By [FuhKop19, Thm. 61], we may replace a dependency pair problem (P_6, R_1, computable, f) by ({}, R_1, computable, f).  By the empty set processor [Kop12, Thm. 7.15] this problem may be immediately removed.

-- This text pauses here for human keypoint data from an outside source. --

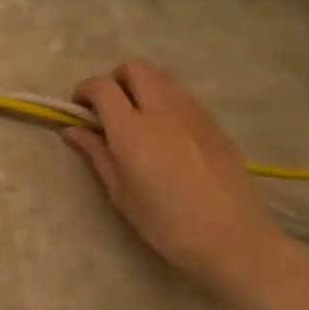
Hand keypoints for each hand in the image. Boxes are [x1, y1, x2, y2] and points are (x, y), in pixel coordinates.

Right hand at [63, 59, 298, 292]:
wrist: (235, 240)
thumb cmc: (167, 223)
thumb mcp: (120, 192)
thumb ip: (96, 153)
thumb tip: (72, 130)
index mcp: (133, 131)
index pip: (102, 87)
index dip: (83, 91)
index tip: (78, 111)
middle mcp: (163, 112)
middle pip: (135, 68)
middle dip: (113, 80)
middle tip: (106, 108)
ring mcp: (194, 114)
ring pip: (161, 77)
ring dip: (140, 86)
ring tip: (134, 117)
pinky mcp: (214, 124)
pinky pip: (182, 95)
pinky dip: (163, 99)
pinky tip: (163, 132)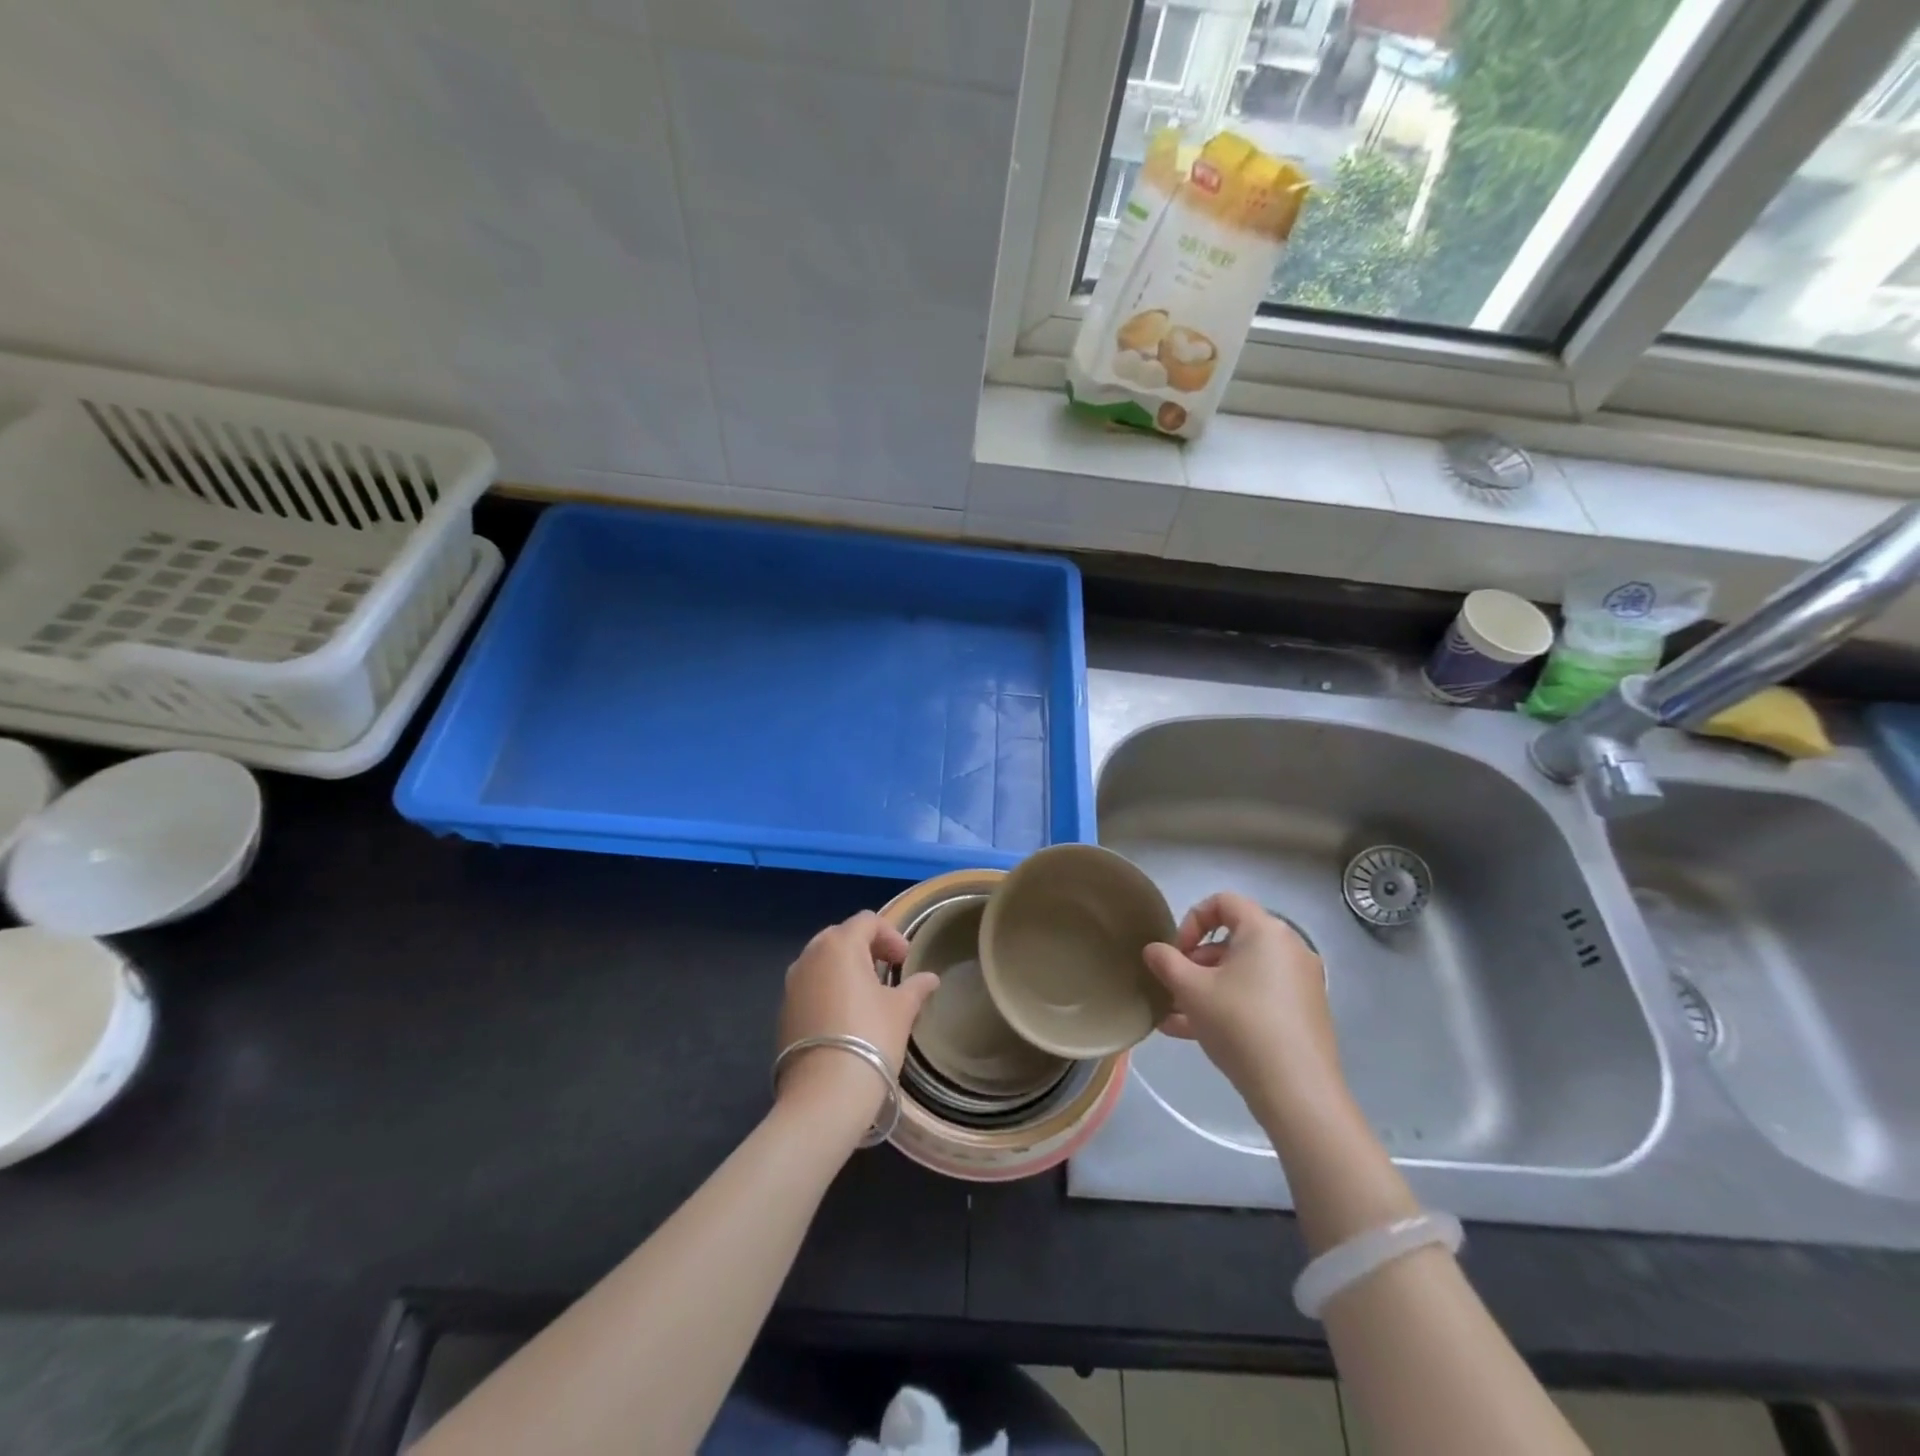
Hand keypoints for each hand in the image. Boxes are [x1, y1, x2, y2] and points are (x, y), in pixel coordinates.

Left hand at [775, 911, 938, 1126]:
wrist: (825, 1093)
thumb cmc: (871, 1038)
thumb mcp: (901, 1010)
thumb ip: (916, 987)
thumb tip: (930, 979)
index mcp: (839, 945)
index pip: (866, 921)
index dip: (891, 935)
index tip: (906, 959)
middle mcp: (809, 956)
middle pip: (840, 936)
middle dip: (866, 947)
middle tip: (888, 969)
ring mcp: (791, 984)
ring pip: (821, 961)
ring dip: (845, 968)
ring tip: (868, 993)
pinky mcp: (784, 1011)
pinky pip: (810, 987)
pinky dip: (828, 989)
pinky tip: (845, 1016)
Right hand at [1143, 893, 1343, 1121]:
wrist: (1297, 1091)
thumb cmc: (1240, 1024)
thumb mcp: (1191, 990)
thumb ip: (1166, 962)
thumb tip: (1153, 950)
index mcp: (1265, 931)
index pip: (1223, 902)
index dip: (1191, 920)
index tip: (1176, 952)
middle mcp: (1289, 949)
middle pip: (1233, 940)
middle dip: (1196, 962)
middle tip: (1174, 987)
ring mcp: (1301, 983)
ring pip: (1243, 974)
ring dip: (1207, 988)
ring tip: (1175, 1016)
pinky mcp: (1305, 1014)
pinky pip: (1259, 996)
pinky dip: (1230, 1005)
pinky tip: (1195, 1034)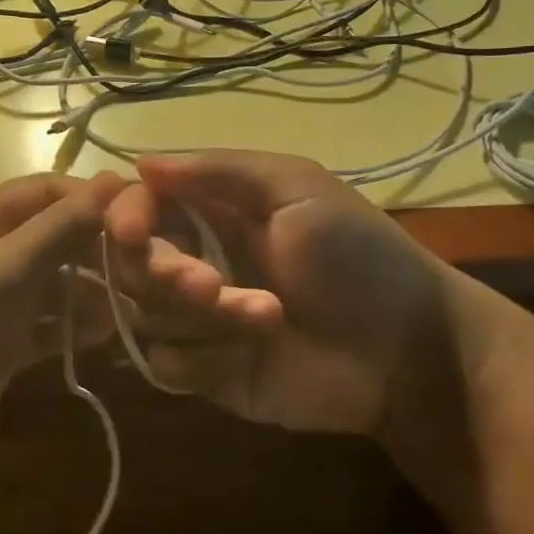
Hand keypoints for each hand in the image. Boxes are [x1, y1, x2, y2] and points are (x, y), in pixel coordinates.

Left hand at [0, 171, 123, 493]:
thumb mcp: (6, 268)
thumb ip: (61, 227)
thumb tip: (114, 180)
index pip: (44, 191)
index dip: (89, 197)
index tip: (143, 214)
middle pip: (52, 237)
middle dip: (96, 248)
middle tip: (148, 267)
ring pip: (53, 284)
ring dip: (93, 291)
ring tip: (139, 304)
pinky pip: (46, 325)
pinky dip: (74, 326)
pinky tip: (110, 333)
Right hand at [104, 151, 467, 454]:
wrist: (407, 349)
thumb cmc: (357, 255)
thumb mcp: (296, 189)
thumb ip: (219, 171)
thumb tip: (142, 163)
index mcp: (212, 213)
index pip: (140, 206)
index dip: (126, 215)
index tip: (131, 231)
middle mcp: (195, 260)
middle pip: (130, 263)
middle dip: (163, 272)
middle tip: (210, 285)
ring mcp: (198, 319)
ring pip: (144, 313)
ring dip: (197, 316)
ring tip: (266, 318)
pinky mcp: (207, 371)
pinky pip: (162, 364)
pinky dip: (193, 361)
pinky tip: (243, 357)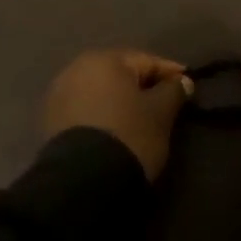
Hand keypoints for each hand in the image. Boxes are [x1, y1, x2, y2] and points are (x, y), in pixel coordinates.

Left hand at [43, 50, 189, 180]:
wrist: (83, 181)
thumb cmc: (129, 135)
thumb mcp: (160, 113)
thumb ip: (173, 91)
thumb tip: (182, 81)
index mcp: (105, 59)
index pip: (147, 61)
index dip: (171, 73)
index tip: (189, 85)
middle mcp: (77, 68)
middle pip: (120, 73)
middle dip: (143, 86)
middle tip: (165, 102)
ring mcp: (60, 94)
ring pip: (101, 92)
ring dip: (121, 101)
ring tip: (140, 118)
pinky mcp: (51, 120)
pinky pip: (87, 109)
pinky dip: (103, 114)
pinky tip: (117, 129)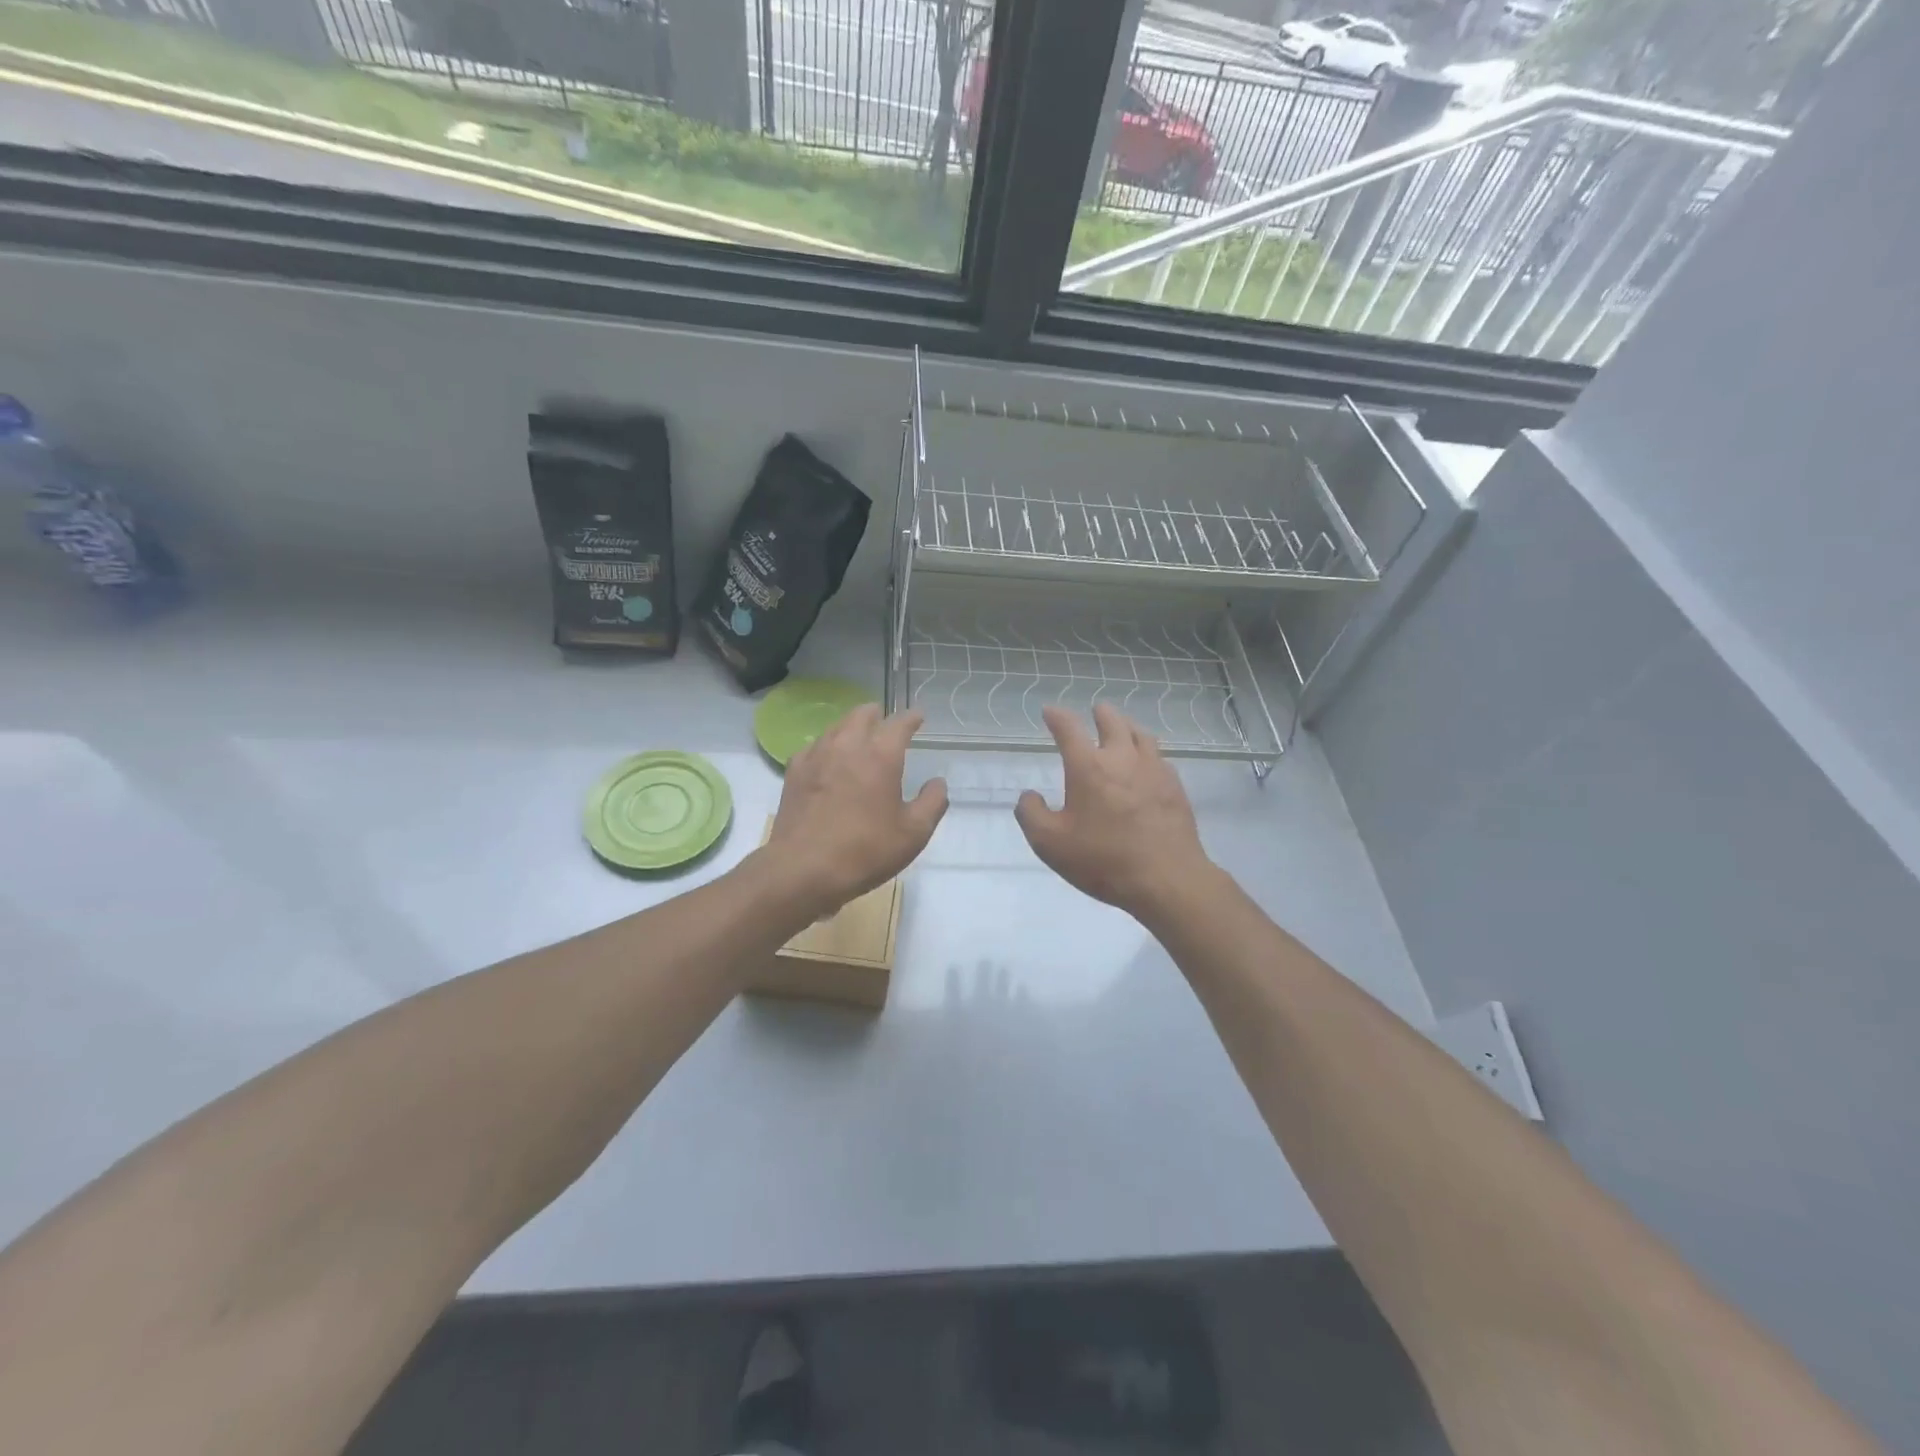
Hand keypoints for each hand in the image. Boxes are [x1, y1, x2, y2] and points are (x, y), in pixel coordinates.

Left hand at [765, 704, 947, 913]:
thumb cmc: (865, 851)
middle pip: (862, 714)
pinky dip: (826, 747)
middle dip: (877, 715)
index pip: (899, 723)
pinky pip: (814, 747)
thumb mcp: (914, 833)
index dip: (911, 718)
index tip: (918, 717)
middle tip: (885, 723)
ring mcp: (816, 756)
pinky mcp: (794, 772)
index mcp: (881, 755)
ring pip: (836, 727)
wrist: (803, 869)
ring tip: (858, 738)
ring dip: (851, 727)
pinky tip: (827, 760)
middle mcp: (848, 745)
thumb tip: (937, 783)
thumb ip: (932, 803)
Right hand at [1015, 704, 1212, 920]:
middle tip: (1094, 711)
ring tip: (1122, 729)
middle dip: (1100, 713)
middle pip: (1112, 721)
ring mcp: (1154, 770)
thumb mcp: (1049, 843)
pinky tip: (1147, 764)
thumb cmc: (1103, 860)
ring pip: (1141, 734)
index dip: (1057, 717)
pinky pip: (1159, 757)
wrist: (1166, 879)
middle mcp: (1122, 758)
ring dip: (1127, 726)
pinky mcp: (1175, 787)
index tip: (1049, 712)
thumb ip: (1031, 814)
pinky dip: (1147, 752)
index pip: (1069, 729)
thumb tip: (1029, 795)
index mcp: (1088, 767)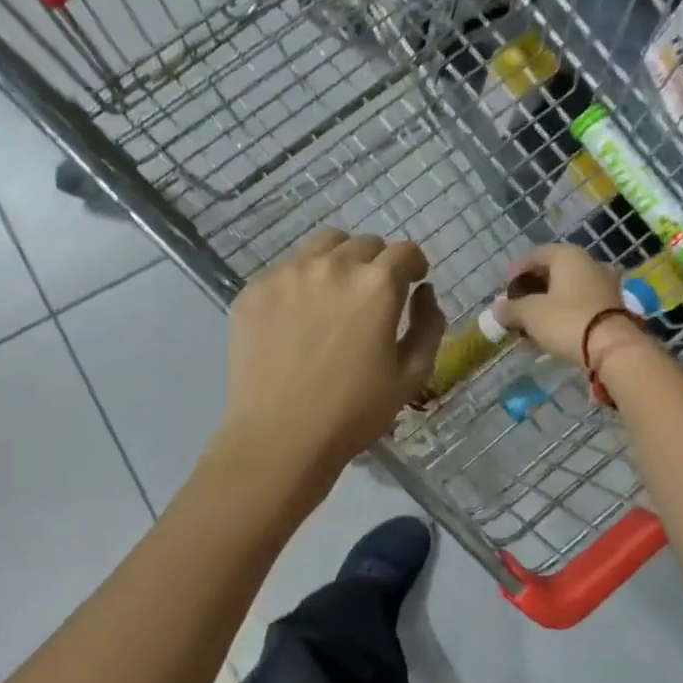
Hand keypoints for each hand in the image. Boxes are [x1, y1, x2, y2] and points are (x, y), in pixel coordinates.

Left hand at [220, 229, 445, 474]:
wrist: (279, 438)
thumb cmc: (354, 413)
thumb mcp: (411, 375)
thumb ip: (429, 325)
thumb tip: (424, 292)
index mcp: (376, 285)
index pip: (405, 251)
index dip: (414, 265)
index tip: (412, 282)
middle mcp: (332, 267)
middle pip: (364, 244)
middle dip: (378, 263)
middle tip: (372, 295)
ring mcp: (287, 274)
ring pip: (323, 246)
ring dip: (339, 261)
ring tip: (335, 296)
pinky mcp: (254, 290)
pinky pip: (286, 270)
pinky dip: (301, 283)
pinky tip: (297, 318)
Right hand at [490, 243, 645, 368]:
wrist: (612, 348)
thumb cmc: (567, 320)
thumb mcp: (530, 314)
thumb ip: (511, 308)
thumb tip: (497, 309)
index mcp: (569, 256)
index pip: (536, 254)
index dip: (517, 269)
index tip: (504, 286)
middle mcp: (590, 263)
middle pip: (554, 271)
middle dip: (533, 288)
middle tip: (516, 304)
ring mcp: (605, 285)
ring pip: (568, 289)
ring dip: (548, 302)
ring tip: (531, 321)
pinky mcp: (613, 307)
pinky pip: (581, 304)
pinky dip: (564, 313)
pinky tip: (551, 329)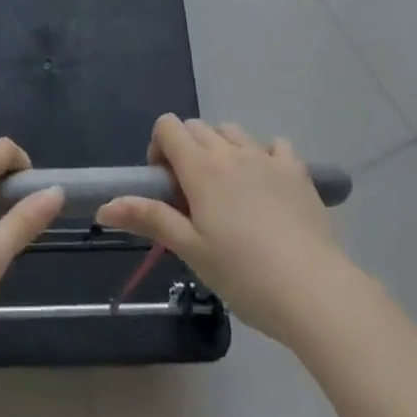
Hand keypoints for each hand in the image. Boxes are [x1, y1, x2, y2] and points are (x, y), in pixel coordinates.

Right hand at [96, 115, 352, 346]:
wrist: (313, 290)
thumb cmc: (244, 274)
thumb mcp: (191, 250)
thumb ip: (149, 219)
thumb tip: (103, 207)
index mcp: (201, 167)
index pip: (168, 126)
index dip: (159, 148)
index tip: (165, 185)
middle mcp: (230, 151)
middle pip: (197, 127)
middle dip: (187, 150)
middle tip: (193, 197)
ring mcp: (266, 157)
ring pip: (232, 132)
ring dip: (222, 149)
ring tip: (228, 192)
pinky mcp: (297, 170)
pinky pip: (274, 145)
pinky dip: (264, 156)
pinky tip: (267, 186)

As all dependency pair problems were succesfully simplified with sound (and complete) processors until nothing remained, we conclude termination.


+++ Citations +++

[FuhKop19]  C. Fuhs, and C. Kop.  A static higher-order dependency pair framework.  In Proceedings of ESOP 2019, 2019.
[Kop12]  C. Kop.  Higher Order Termination.  PhD Thesis, 2012.
[KusIsoSakBla09]  K. Kusakari, Y. Isogai, M. Sakai, and F. Blanqui.  Static Dependency Pair Method Based On Strong Computability for Higher-Order Rewrite Systems.  In volume 92(10) of IEICE Transactions on Information and Systems.  2007--2015, 2009.